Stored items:
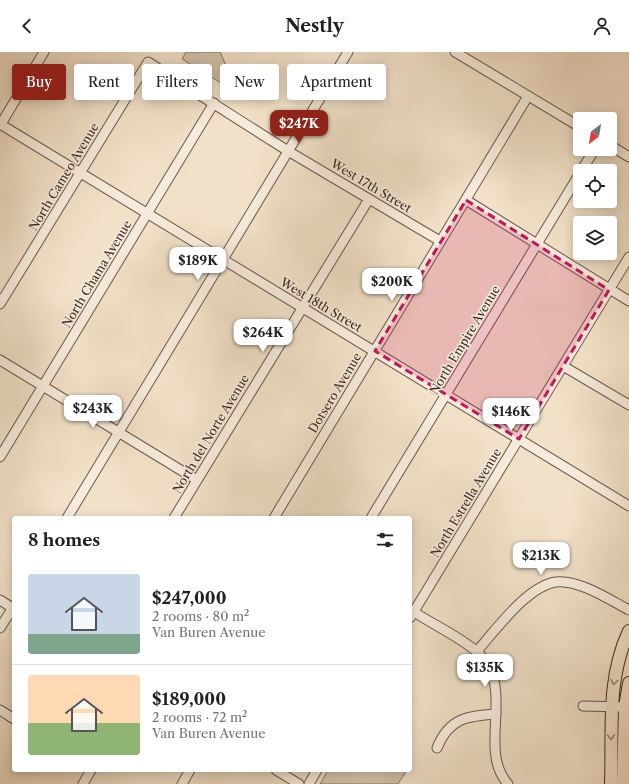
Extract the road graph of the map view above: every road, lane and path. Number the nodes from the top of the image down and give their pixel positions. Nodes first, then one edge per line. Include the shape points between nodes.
1 (44, 52) edge
2 (348, 52) edge
3 (455, 52) edge
4 (148, 62) joint
5 (528, 96) junction
6 (214, 103) junction
7 (573, 123) edge
8 (2, 127) edge
9 (617, 149) edge
10 (288, 150) junction
11 (629, 157) edge
12 (80, 172) junction
13 (573, 185) edge
14 (369, 199) junction
15 (466, 200) junction
16 (147, 213) junction
17 (440, 241) junction
18 (538, 243) junction
19 (629, 257) edge
20 (223, 259) junction
21 (609, 290) junction
22 (629, 301) edge
23 (0, 304) edge
24 (303, 308) junction
25 (375, 351) junction
26 (0, 360) edge
27 (563, 366) junction
28 (43, 386) junction
29 (446, 395) junction
30 (629, 405) edge
31 (118, 432) junction
32 (519, 439) junction
33 (0, 457) edge
34 (197, 480) junction
35 (629, 506) edge
36 (68, 516) edge
37 (175, 516) edge
38 (275, 516) edge
39 (372, 516) edge
40 (0, 600) edge
41 (12, 606) edge
42 (12, 610) edge
43 (629, 610) edge
44 (412, 615) edge
45 (0, 628) edge
46 (629, 631) edge
47 (477, 651) junction
48 (629, 683) edge
49 (583, 706) dead end
50 (611, 707) junction
51 (625, 707) junction
52 (0, 710) edge
53 (496, 714) junction
54 (12, 718) edge
55 (437, 748) dead end
56 (90, 772) edge
57 (189, 772) edge
58 (279, 772) edge
59 (316, 772) edge
60 (83, 784) edge
61 (182, 784) edge
62 (299, 784) edge
63 (309, 784) edge
64 (508, 784) edge
65 (611, 784) edge
66 (624, 784) edge

1 - 8 street
2 - 10 street
3 - 5 street
4 - 6 street, West 17th Street
4 - 12 street, North Cameo Avenue
5 - 7 street
5 - 15 street, Dotsero Avenue
6 - 10 street, West 17th Street
6 - 16 street, North Chama Avenue
8 - 12 street, West 18th Street
9 - 11 street
10 - 14 street, West 17th Street
10 - 20 street
12 - 16 street, West 18th Street
12 - 23 street, North Cameo Avenue
13 - 18 street, North Empire Avenue
14 - 17 street, West 17th Street
14 - 24 street, North del Norte Avenue
15 - 17 street, Dotsero Avenue
15 - 18 street
16 - 20 street, West 18th Street
16 - 28 street, North Chama Avenue
17 - 25 street, Dotsero Avenue
18 - 21 street
18 - 29 street, North Empire Avenue
19 - 21 street, North Estrella Avenue
20 - 24 street, West 18th Street
20 - 31 street
21 - 22 street
21 - 27 street, North Estrella Avenue
24 - 25 street, West 18th Street
24 - 34 street, North del Norte Avenue
25 - 29 street, West 18th Street
25 - 38 street, Dotsero Avenue
26 - 28 street
27 - 30 street
27 - 32 street, North Estrella Avenue
28 - 31 street
28 - 33 street, North Chama Avenue
29 - 32 street, West 18th Street
29 - 39 street, North Empire Avenue
31 - 34 street
31 - 36 street
32 - 35 street, West 18th Street
32 - 44 street, North Estrella Avenue
34 - 37 street, North del Norte Avenue
40 - 41 street
42 - 45 street
43 - 47 street via 571,583 556,582 541,587 526,598
44 - 47 street
46 -> 50 main road via 616,665
47 - 53 street via 493,674 497,693
48 - 51 main road
49 - 50 street
50 - 51 street
50 -> 65 main road
51 - 66 main road
52 - 54 street
53 - 55 street via 474,715 457,722 445,732
53 - 64 street via 497,758 501,774
56 - 60 street
57 - 61 street
58 - 62 street
59 - 63 street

_PROBLEM_
The lines to copy are those in the records above containing the word "main".

_COMPLETED TASK_
46 -> 50 main road via 616,665
48 - 51 main road
50 -> 65 main road
51 - 66 main road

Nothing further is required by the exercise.